◆ **Extracted entries**:
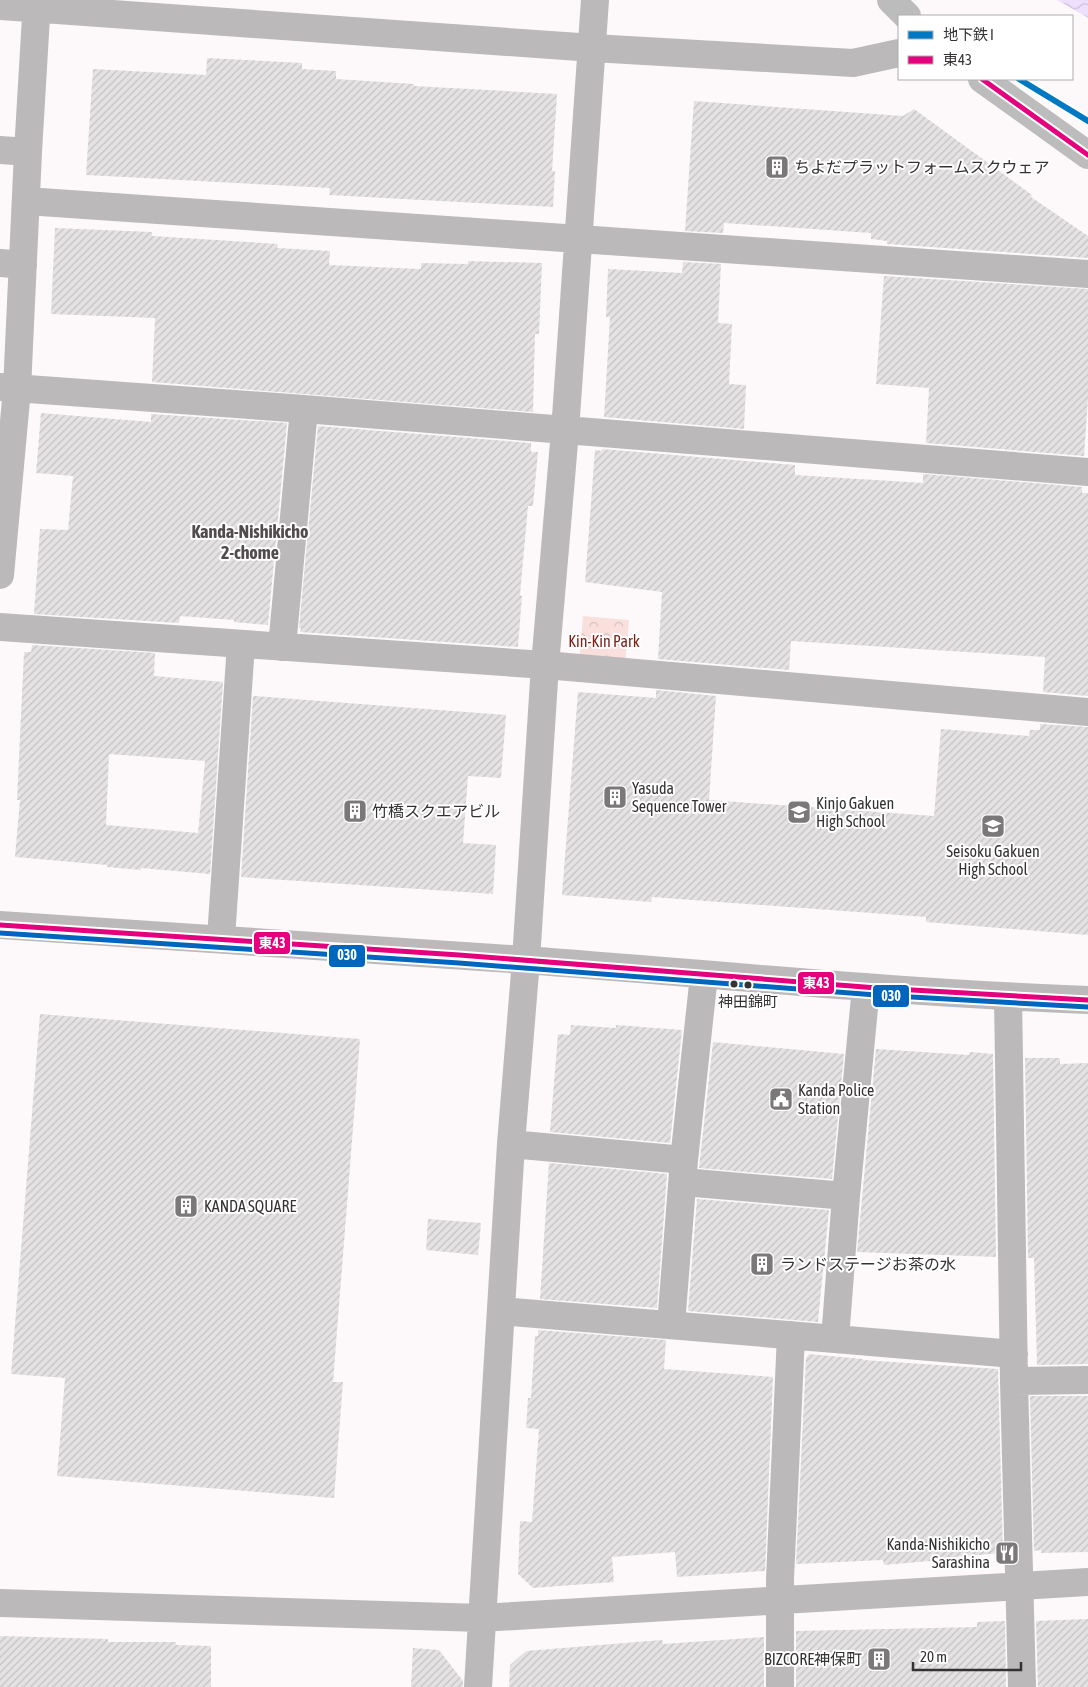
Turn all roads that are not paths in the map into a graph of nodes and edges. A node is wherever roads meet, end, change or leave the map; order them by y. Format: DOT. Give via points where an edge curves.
graph roads {
  1 [pos="595,0"];
  2 [pos="891,0"];
  3 [pos="37,4"];
  4 [pos="0,6"];
  5 [pos="906,15"];
  6 [pos="593,48"];
  7 [pos="898,54"];
  8 [pos="983,80"];
  9 [pos="0,150"];
  10 [pos="28,152"];
  11 [pos="1088,155"];
  12 [pos="26,201"];
  13 [pos="579,239"];
  14 [pos="11,264"];
  15 [pos="1088,274"];
  16 [pos="8,388"];
  17 [pos="304,410"];
  18 [pos="565,431"];
  19 [pos="1088,472"];
  20 [pos="0,575"];
  21 [pos="0,626"];
  22 [pos="241,644"];
  23 [pos="282,646"];
  24 [pos="545,665"];
  25 [pos="1088,712"];
  26 [pos="0,925"];
  27 [pos="221,938"];
  28 [pos="526,960"];
  29 [pos="704,975"];
  30 [pos="866,987"];
  31 [pos="1008,997"];
  32 [pos="1088,1000"];
  33 [pos="512,1144"];
  34 [pos="683,1171"];
  35 [pos="846,1196"];
  36 [pos="501,1310"];
  37 [pos="671,1325"];
  38 [pos="791,1335"];
  39 [pos="835,1339"];
  40 [pos="1014,1354"];
  41 [pos="1088,1380"];
  42 [pos="1014,1381"];
  43 [pos="1088,1582"];
  44 [pos="1018,1586"];
  45 [pos="779,1601"];
  46 [pos="0,1603"];
  47 [pos="481,1618"];
  48 [pos="478,1687"];
  49 [pos="780,1687"];
  50 [pos="1022,1687"];
  1 -- 6 [label="street"];
  2 -- 5 [label="main road"];
  3 -- 4 [label="street"];
  3 -- 6 [label="street"];
  3 -- 10 [label="street"];
  6 -- 7 [label="street" via="852,62"];
  6 -- 13 [label="street"];
  8 -- 11 [label="main road"];
  9 -- 10 [label="street"];
  10 -- 12 [label="street"];
  12 -- 13 [label="street"];
  12 -- 14 [label="street"];
  13 -- 15 [label="street"];
  13 -- 18 [label="street"];
  14 -- 16 [label="street"];
  16 -- 17 [label="street"];
  16 -- 20 [label="street"];
  17 -- 18 [label="street"];
  17 -- 23 [label="street"];
  18 -- 19 [label="street"];
  18 -- 24 [label="street"];
  21 -- 22 [label="street"];
  22 -- 23 [label="street"];
  22 -- 27 [label="street"];
  23 -- 24 [label="street"];
  24 -- 25 [label="street"];
  24 -- 28 [label="street"];
  26 -- 27 [label="street"];
  27 -- 28 [label="street"];
  28 -- 29 [label="street"];
  28 -- 33 [label="street"];
  29 -- 30 [label="street"];
  29 -- 34 [label="street"];
  30 -- 31 [label="street"];
  30 -- 35 [label="street"];
  31 -- 32 [label="street"];
  31 -- 40 [label="street"];
  33 -- 34 [label="street"];
  33 -- 36 [label="street"];
  34 -- 35 [label="street"];
  34 -- 37 [label="street"];
  35 -- 39 [label="street"];
  36 -- 37 [label="street"];
  36 -- 47 [label="street"];
  37 -- 38 [label="street"];
  38 -- 39 [label="street"];
  38 -- 45 [label="street"];
  39 -- 40 [label="street"];
  40 -- 42 [label="street"];
  41 -- 42 [label="street"];
  42 -- 44 [label="street"];
  43 -- 44 [label="street"];
  44 -- 45 [label="street"];
  44 -- 50 [label="street"];
  45 -- 47 [label="street"];
  45 -- 49 [label="street"];
  46 -- 47 [label="street"];
  47 -- 48 [label="street"];
}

◆ **Exercise brief**: The records above must be printed exactly; the pictures stay out.

◆ **Task result**:
Turn all roads that are not paths in the map into a graph of nodes and edges. A node is wherever roads meet, end, change or leave the map; order them by y. Format: DOT. Give via points where an edge curves.
graph roads {
  1 [pos="595,0"];
  2 [pos="891,0"];
  3 [pos="37,4"];
  4 [pos="0,6"];
  5 [pos="906,15"];
  6 [pos="593,48"];
  7 [pos="898,54"];
  8 [pos="983,80"];
  9 [pos="0,150"];
  10 [pos="28,152"];
  11 [pos="1088,155"];
  12 [pos="26,201"];
  13 [pos="579,239"];
  14 [pos="11,264"];
  15 [pos="1088,274"];
  16 [pos="8,388"];
  17 [pos="304,410"];
  18 [pos="565,431"];
  19 [pos="1088,472"];
  20 [pos="0,575"];
  21 [pos="0,626"];
  22 [pos="241,644"];
  23 [pos="282,646"];
  24 [pos="545,665"];
  25 [pos="1088,712"];
  26 [pos="0,925"];
  27 [pos="221,938"];
  28 [pos="526,960"];
  29 [pos="704,975"];
  30 [pos="866,987"];
  31 [pos="1008,997"];
  32 [pos="1088,1000"];
  33 [pos="512,1144"];
  34 [pos="683,1171"];
  35 [pos="846,1196"];
  36 [pos="501,1310"];
  37 [pos="671,1325"];
  38 [pos="791,1335"];
  39 [pos="835,1339"];
  40 [pos="1014,1354"];
  41 [pos="1088,1380"];
  42 [pos="1014,1381"];
  43 [pos="1088,1582"];
  44 [pos="1018,1586"];
  45 [pos="779,1601"];
  46 [pos="0,1603"];
  47 [pos="481,1618"];
  48 [pos="478,1687"];
  49 [pos="780,1687"];
  50 [pos="1022,1687"];
  1 -- 6 [label="street"];
  2 -- 5 [label="main road"];
  3 -- 4 [label="street"];
  3 -- 6 [label="street"];
  3 -- 10 [label="street"];
  6 -- 7 [label="street" via="852,62"];
  6 -- 13 [label="street"];
  8 -- 11 [label="main road"];
  9 -- 10 [label="street"];
  10 -- 12 [label="street"];
  12 -- 13 [label="street"];
  12 -- 14 [label="street"];
  13 -- 15 [label="street"];
  13 -- 18 [label="street"];
  14 -- 16 [label="street"];
  16 -- 17 [label="street"];
  16 -- 20 [label="street"];
  17 -- 18 [label="street"];
  17 -- 23 [label="street"];
  18 -- 19 [label="street"];
  18 -- 24 [label="street"];
  21 -- 22 [label="street"];
  22 -- 23 [label="street"];
  22 -- 27 [label="street"];
  23 -- 24 [label="street"];
  24 -- 25 [label="street"];
  24 -- 28 [label="street"];
  26 -- 27 [label="street"];
  27 -- 28 [label="street"];
  28 -- 29 [label="street"];
  28 -- 33 [label="street"];
  29 -- 30 [label="street"];
  29 -- 34 [label="street"];
  30 -- 31 [label="street"];
  30 -- 35 [label="street"];
  31 -- 32 [label="street"];
  31 -- 40 [label="street"];
  33 -- 34 [label="street"];
  33 -- 36 [label="street"];
  34 -- 35 [label="street"];
  34 -- 37 [label="street"];
  35 -- 39 [label="street"];
  36 -- 37 [label="street"];
  36 -- 47 [label="street"];
  37 -- 38 [label="street"];
  38 -- 39 [label="street"];
  38 -- 45 [label="street"];
  39 -- 40 [label="street"];
  40 -- 42 [label="street"];
  41 -- 42 [label="street"];
  42 -- 44 [label="street"];
  43 -- 44 [label="street"];
  44 -- 45 [label="street"];
  44 -- 50 [label="street"];
  45 -- 47 [label="street"];
  45 -- 49 [label="street"];
  46 -- 47 [label="street"];
  47 -- 48 [label="street"];
}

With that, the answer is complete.